The documents supporting the motion for summary judgment show that Edna Moore initially secured uninsured motorist coverage from GEICO in August 1975 in conjunction with her policy number 6812329. At that time, in accordance with R.S. 22:1406 D(1)(a), GEICO offered and Ms. Moore selected UM coverage limits of $5,000 per person and $10,000 per occurrence, amounts lower than that provided by the policy's bodily injury liability coverage. Act 494 of 1975, effective September 12, 1975, amended R.S. 22:1406 D(1)(a) to add the above quoted provision making an initial selection of lower UM limits effective for renewal policies. Ms. Moore renewed her GEICO policy continuously. In July 1979, she reported a change of vehicle on GEICO's "Change of Auto" form. That form indicates bodily injury liability coverage of $25,000/$50,000 and UM limits of $5,000/$10,000. On July 23, 1982 Ms. Moore again purchased from GEICO insurance with coverage extending from September 10, 1982 to September 10, 1983. That policy, like the original policy issued in 1975, was numbered 6812329. The GEICO "Family Automobile Policy Renewal Declarations" form for Ms. Moore's 1982 policy lists UM coverage with limits of $5,000/$10,000 and Bodily Injury Liability coverage with limits of $50,000/$100,000. This policy was in effect on December 1, 1982, the date of the accident and insured the automobile Ms. Moore purchased in 1979.

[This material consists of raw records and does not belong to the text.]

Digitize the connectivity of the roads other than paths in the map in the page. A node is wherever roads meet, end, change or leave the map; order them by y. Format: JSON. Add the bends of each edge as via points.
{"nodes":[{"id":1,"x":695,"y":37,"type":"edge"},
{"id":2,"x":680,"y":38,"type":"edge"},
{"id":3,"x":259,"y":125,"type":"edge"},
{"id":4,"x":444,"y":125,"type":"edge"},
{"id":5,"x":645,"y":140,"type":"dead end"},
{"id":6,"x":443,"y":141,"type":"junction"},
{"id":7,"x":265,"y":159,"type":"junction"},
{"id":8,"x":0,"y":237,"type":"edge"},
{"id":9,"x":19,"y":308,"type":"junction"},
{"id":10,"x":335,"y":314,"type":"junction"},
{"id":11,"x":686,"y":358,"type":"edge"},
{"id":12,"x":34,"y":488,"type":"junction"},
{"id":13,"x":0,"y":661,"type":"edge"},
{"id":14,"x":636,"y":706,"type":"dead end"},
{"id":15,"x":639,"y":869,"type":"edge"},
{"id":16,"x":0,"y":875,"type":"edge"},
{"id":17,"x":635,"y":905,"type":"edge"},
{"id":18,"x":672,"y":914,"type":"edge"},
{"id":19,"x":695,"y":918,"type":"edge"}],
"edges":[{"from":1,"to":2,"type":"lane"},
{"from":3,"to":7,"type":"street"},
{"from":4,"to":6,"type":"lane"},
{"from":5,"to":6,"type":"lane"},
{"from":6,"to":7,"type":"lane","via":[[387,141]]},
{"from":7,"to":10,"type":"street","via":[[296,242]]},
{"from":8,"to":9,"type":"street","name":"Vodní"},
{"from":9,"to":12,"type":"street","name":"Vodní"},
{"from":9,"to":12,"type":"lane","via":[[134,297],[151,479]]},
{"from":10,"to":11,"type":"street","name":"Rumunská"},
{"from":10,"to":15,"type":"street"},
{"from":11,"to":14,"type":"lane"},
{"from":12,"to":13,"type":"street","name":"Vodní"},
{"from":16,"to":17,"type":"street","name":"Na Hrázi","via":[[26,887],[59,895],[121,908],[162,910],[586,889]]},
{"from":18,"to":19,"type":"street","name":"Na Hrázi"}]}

Ms. Moore contends that the only inquiry for this Court is whether the 1982 policy was a renewal of the policy issued in 1975, and she argues that it was not—because it insured a different vehicle at different rates. Rather, she contends the 1982 policy was a renewal of the 1979 policy because it insured the automobile she purchased in that year. Contending that she did not select lower limits of UM coverage in 1979, she claims UM coverage equal in amount to the bodily injury limits of the 1982 policy in effect at the time of the accident, $50,000/$100,000.

We disagree with Ms. Moore's contention that she did not select $5,000/$10,000 UM limits in 1979 when she reported the change of automobile to GEICO. In Section IV of the form, "Additional Coverages," Ms. Moore checked the box for "Uninsured Motorists" and beneath it clearly wrote "5/10". We believe this written notation is sufficient to constitute selection of UM limits lower than liability coverage pursuant to R.S. 22:1406 D(1)(a).

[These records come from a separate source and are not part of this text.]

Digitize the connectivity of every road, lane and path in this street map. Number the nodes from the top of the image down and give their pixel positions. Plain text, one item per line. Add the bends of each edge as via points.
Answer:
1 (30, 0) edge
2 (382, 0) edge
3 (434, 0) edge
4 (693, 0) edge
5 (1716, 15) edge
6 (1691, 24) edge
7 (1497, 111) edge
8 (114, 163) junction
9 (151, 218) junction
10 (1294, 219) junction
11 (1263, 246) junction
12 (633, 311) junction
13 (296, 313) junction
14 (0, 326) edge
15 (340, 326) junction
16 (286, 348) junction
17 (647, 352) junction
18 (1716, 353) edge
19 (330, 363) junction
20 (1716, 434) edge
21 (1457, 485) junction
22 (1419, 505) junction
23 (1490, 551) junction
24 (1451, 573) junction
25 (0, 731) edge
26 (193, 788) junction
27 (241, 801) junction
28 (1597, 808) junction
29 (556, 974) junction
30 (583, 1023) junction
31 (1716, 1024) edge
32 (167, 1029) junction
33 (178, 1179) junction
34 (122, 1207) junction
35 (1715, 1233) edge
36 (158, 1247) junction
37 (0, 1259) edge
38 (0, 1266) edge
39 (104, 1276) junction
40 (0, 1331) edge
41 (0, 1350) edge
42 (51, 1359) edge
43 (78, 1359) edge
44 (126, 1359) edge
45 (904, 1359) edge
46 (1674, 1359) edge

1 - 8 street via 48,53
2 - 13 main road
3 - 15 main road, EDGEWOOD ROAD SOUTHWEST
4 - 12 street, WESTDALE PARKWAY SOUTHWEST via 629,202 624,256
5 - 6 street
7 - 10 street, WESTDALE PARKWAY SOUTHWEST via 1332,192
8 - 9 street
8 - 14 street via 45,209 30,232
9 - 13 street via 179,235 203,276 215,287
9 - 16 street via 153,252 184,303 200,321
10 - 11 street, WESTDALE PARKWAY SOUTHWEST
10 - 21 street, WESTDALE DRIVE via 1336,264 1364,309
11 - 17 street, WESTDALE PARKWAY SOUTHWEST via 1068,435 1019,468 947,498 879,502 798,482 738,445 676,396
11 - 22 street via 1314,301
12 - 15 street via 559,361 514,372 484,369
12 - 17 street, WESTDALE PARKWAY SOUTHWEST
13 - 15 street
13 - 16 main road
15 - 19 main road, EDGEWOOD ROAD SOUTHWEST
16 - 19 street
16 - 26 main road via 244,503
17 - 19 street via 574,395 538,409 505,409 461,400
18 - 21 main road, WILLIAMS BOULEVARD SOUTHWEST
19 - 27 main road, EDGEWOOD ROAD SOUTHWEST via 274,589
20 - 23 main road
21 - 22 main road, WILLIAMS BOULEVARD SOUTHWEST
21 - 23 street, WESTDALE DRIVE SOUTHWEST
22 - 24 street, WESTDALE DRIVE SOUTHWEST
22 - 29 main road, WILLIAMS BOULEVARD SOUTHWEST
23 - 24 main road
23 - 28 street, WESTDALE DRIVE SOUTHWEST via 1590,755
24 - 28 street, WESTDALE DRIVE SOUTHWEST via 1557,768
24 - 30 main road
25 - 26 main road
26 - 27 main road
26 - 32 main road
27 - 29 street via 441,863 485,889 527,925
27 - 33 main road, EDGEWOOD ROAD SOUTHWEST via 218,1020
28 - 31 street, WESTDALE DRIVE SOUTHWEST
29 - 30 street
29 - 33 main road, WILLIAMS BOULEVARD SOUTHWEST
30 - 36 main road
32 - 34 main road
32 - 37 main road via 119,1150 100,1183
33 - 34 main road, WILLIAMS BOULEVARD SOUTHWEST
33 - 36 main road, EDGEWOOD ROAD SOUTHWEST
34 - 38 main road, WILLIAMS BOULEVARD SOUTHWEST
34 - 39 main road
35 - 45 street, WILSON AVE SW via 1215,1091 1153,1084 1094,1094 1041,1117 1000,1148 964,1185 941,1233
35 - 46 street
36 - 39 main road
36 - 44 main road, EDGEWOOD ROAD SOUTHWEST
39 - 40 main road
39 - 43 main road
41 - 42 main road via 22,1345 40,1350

Having found that Ms. Moore selected UM limits of $5,000/$10,000 for coverage of her new car in 1979, the only remaining issue is one not contested by Ms. Moore: whether the 1982 policy was a renewal of the 1979 policy. The Louisiana Insurance Code defines "renewal" of a policy as "the issuance and delivery by an insurer of a policy replacing at the end of the policy period a policy previously issued and delivered by the same insurer...." La.R.S. 22:636.1 A(5).

This definition is silent as to the significance of an increase in liability limits, that is, whether a later policy issued by the same insurer but with different limits of liability coverage is a "renewal" policy. We conclude that a policy with different coverage may be a renewal policy. The Court in Myers v. Thibeaux, 365 So.2d 266 (La.App. 3rd Cir.1978), reached this same conclusion, holding that a policy which insured a different automobile, as well as providing different coverage, was a renewal of an earlier policy in which the insured had rejected UM coverage. We believe Ms. Moore's policy in effect at the time of the accident is clearly within the definition of a renewal policy and, had the Legislature intended for a change in coverage to be an exception to the definition, that exception would be contained in the statute.

Moreover, Ms. Moore has routinely received policy renewal declarations indicating $5,000/$10,000 UM coverage, and she has paid premiums based on that amount of coverage. Ms. Moore has thus been aware of the continued effectiveness of her selection of lower UM limits, and if she had wished to increase her UM coverage to equal her liability coverage, she should have so notified GEICO.

Accordingly, we hold that Ms. Moore selected UM limits of $5,000/$10,000 in 1979 and that the policy in effect on the date of the accident was a renewal of that policy. Therefore, the summary judgment in favor of GEICO decreeing UM policy limits of $5,000/$10,000 is affirmed. All costs of appeal to be paid by Edna Moore.